G. muris is a natural parasite of mice but is not known to infect humans. To explore the role of pIgR in murine immune defense against a clinically relevant strain of Giardia, we conducted infection studies with the GS/M strain of G. lamblia, which, unlike other G. lamblia strains, can colonize normal adult mice (41). PIgR-deficient and control mice had similar trophozoite numbers 4 and 7 days postinfection, and both groups of mice eradicated the infection within 3 wk (Fig. 4). Furthermore, J chain-deficient mice exhibited no impairment or delay in eliminating G. lamblia GS/M infection (data not shown). Thus, neither deficiency in the pIgR nor the J chain had an impact on murine immune defense against G. lamblia GS/M. In contrast, in parallel studies we found that IgA-deficient mice showed a significant defect in clearing G. lamblia GS/M after 5 wk (Fig. 4), which confirmed our prior findings (22).

FIGURE 4.
FIGURE 4.

pIgR-deficient mice can eradicate G. lamblia. Mice deficient for pIgR (○), IgA (▵), or their wild-type littermate controls (•) were infected orally with 107 G. lamblia GS/M trophozoites, and trophozoite numbers in the small intestine were determined at the indicated times. Data are mean ± SEM (n ≥ 6 mice/time point). The gray line depicts the detection limit of the assay. *, Significant increase (p < 0.05) compared with wild-type controls.

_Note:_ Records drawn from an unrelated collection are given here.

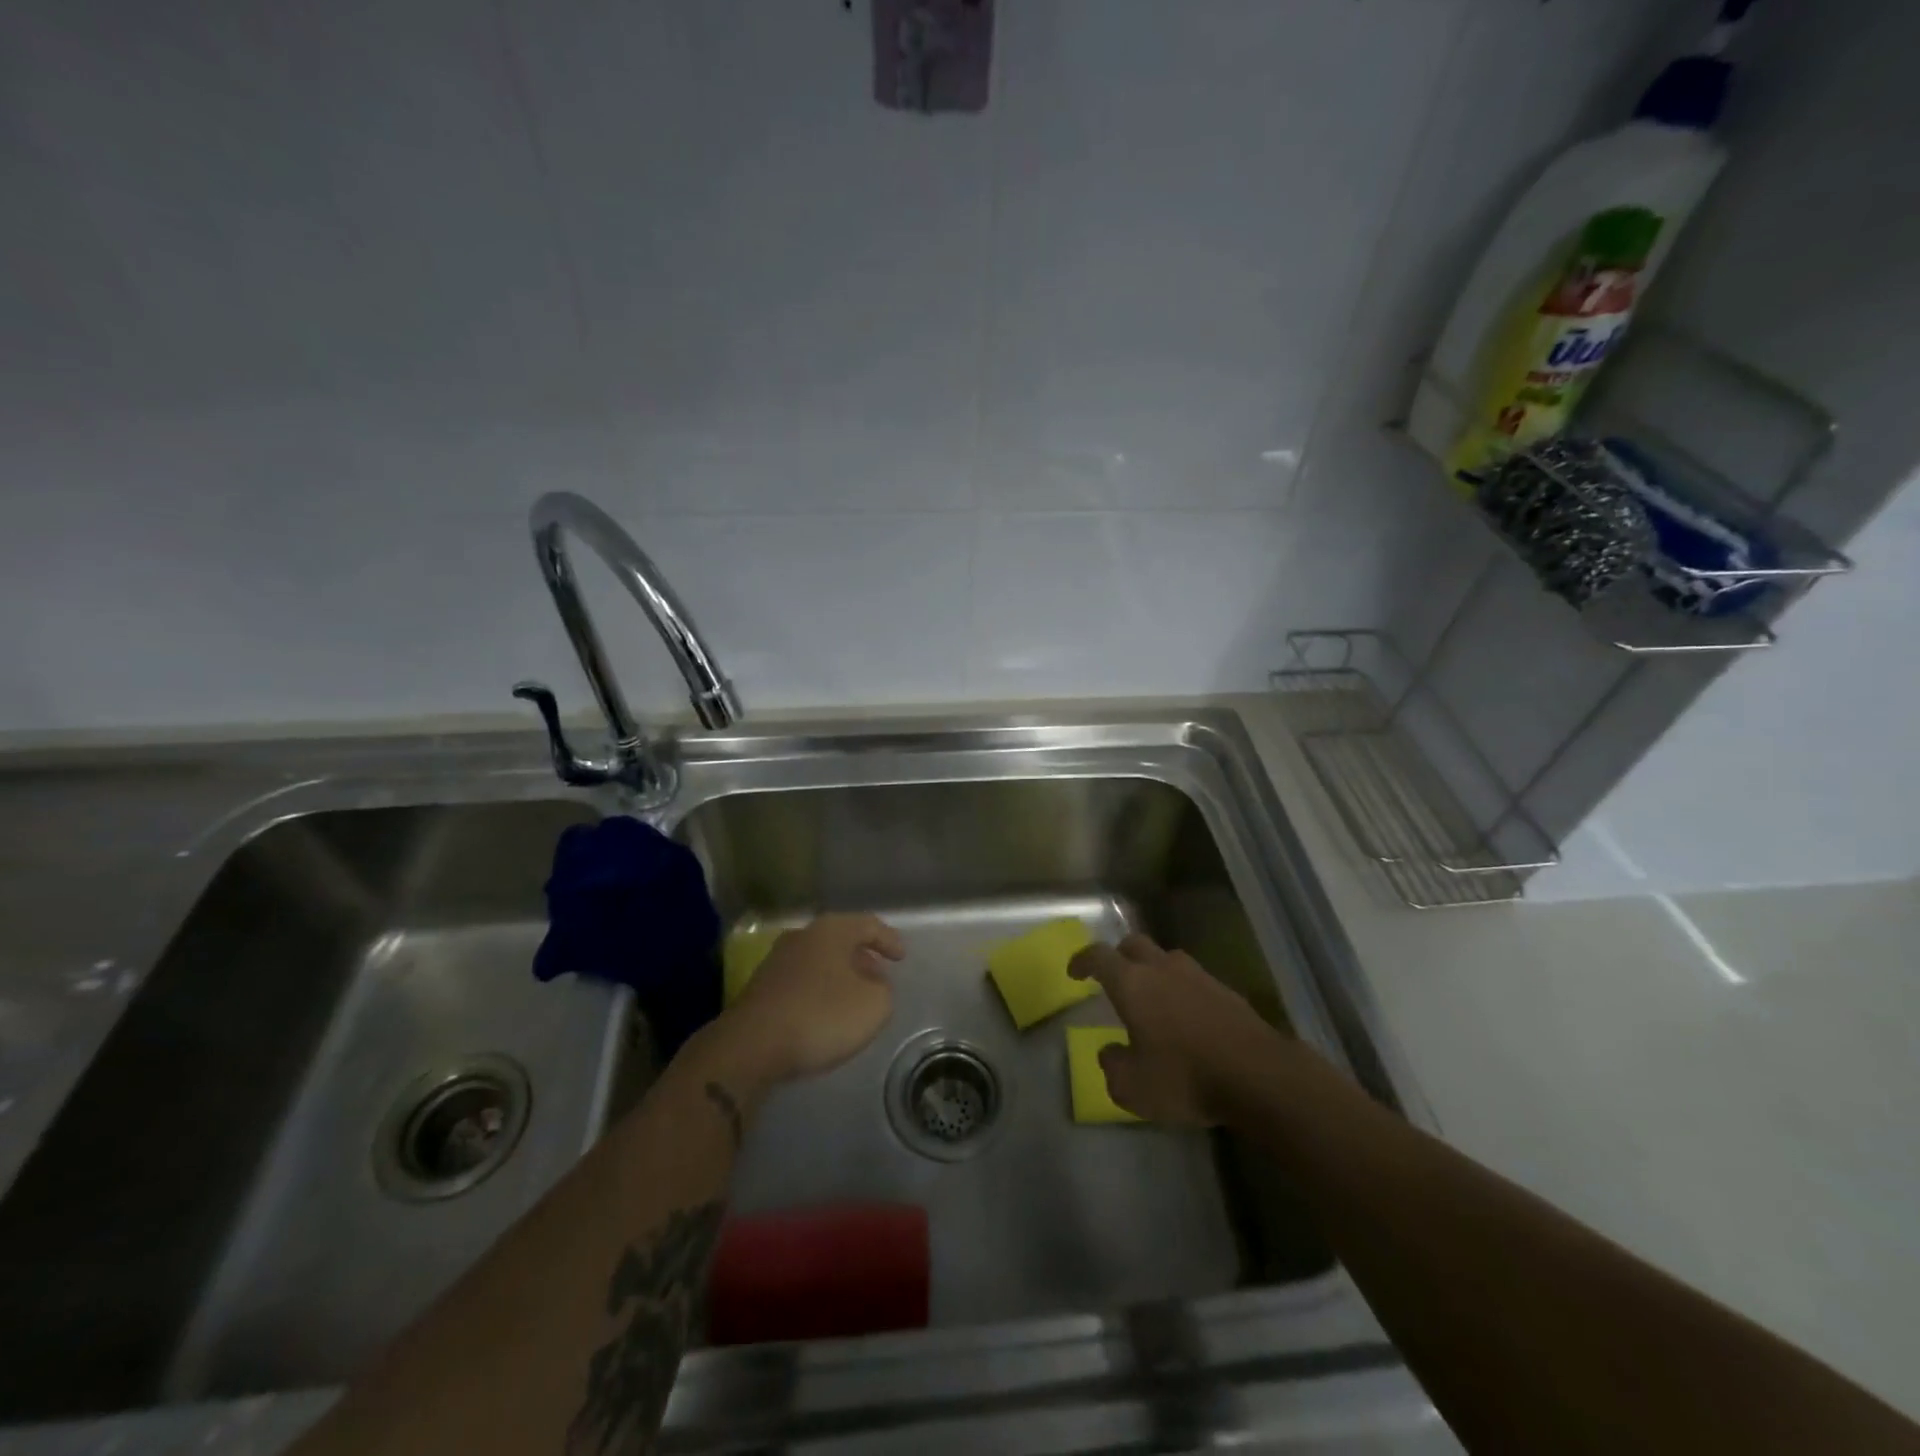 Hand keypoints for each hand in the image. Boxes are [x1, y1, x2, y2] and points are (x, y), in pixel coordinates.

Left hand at [715, 913, 905, 1087]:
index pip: (868, 925)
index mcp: (831, 930)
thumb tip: (874, 986)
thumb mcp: (874, 1006)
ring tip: (855, 998)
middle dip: (863, 958)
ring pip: (820, 960)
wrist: (751, 1045)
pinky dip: (819, 990)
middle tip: (880, 977)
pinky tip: (825, 1013)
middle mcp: (803, 936)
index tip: (902, 958)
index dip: (889, 940)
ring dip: (840, 975)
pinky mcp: (762, 987)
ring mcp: (777, 960)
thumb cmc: (821, 1015)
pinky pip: (802, 981)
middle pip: (841, 940)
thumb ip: (884, 991)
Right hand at [1068, 933, 1290, 1124]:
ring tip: (1152, 997)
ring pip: (1167, 959)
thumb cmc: (1185, 1078)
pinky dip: (1182, 990)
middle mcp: (1162, 969)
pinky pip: (1194, 980)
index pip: (1099, 957)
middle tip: (1114, 977)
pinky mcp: (1227, 991)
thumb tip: (1110, 1052)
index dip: (1083, 961)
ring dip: (1154, 970)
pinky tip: (1186, 1017)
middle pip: (1134, 944)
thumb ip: (1112, 1066)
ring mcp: (1198, 977)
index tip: (1075, 972)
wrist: (1259, 1076)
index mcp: (1132, 984)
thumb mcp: (1133, 1087)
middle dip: (1119, 956)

pIgR-deficient mice have reduced but significant levels of fecal IgA

The observation that IgA contributed to immune defense against G. lamblia GS/M and yet pIgR was not required for clearance suggested that IgA, in amounts sufficient for effective defense, can reach the intestinal lumen without active transport by pIgR. This notion appeared to be inconsistent with previous reports that pIgR-deficient mice have little or no luminal IgA (9, 10) and, therefore, prompted us to re-examine the levels of luminal IgA as reflected by fecal IgA output in the different groups of our mice. PIgR-deficient mice had readily detectable fecal IgA by ELISA, although the levels were ∼10-fold lower than those in wild-type mice (Fig. 5A). As expected, IgA-deficient mice had no detectable fecal IgA (Fig. 5A). Infection with G. lamblia GS/M did not alter fecal IgA output significantly in either of the mice (Fig. 5A). Detection of fecal IgA in pIgR-deficient mice was not an ELISA artifact, because immunoblot analysis of fecal extracts revealed the expected size of Ig α H chains (Fig. 5B). By comparison, fecal IgG levels were modestly (∼2-fold) increased in pIgR-deficient mice, whereas fecal albumin output was comparable between the different groups of mice (Fig. 5, A and B). Serum analysis revealed ∼50-fold elevated IgA levels in pIgR-deficient mice (Fig. 5A), which is consistent with prior reports (9, 10) and suggests that pIgR deficiency led to an increase in the gradient for IgA across the intestinal epithelium. Further analysis of the relationship between serum and fecal IgA levels in pIgR-deficient mice revealed ratios similar to those found for IgG in both pIgR-deficient and wild-type mice but very different from the ones observed for IgA in wild-type mice (Fig. 5C). Thus, IgA can reach the intestinal lumen in the absence of pIgR, albeit with a reduced efficiency.

FIGURE 5.
FIGURE 5.

pIgR-deficient mice have significant fecal IgA output. A, Fecal homogenates were prepared and serum was collected from wild-type (WT), pIgR-deficient (pIgR−/−), or IgA-deficient (IgA−/−) mice either uninfected (•) or 5 days after infection with G. lamblia GS/M trophozoites (▪) and assayed by ELISA for levels of IgA (top panels) and IgG (bottom panels). Data are mean ± SEM (n ≥ 6 mice/group). The gray lines depict the detection limit of the assay. B, Fecal homogenates were analyzed by immunoblotting using Abs against the α H chain of IgA or serum albumin. C, Relationships of fecal and serum levels of IgA (•, ○, ▪, and □) and IgG (▴, ▵, ▾, and ▿) in wild-type (•, ▪, ▴, and ▾) and pIgR-deficient mice (○, □, ▵, and ▿), either uninfected (•, ○, ▴, and ▵) or 5 days after G. lamblia GS/M infection (▪, □, ▾, and ▿), are shown. Data are mean ± SEM (n ≥ 6 mice/group). The approximate regression line is based on all values except IgA levels in wild-type mice (• and ▪).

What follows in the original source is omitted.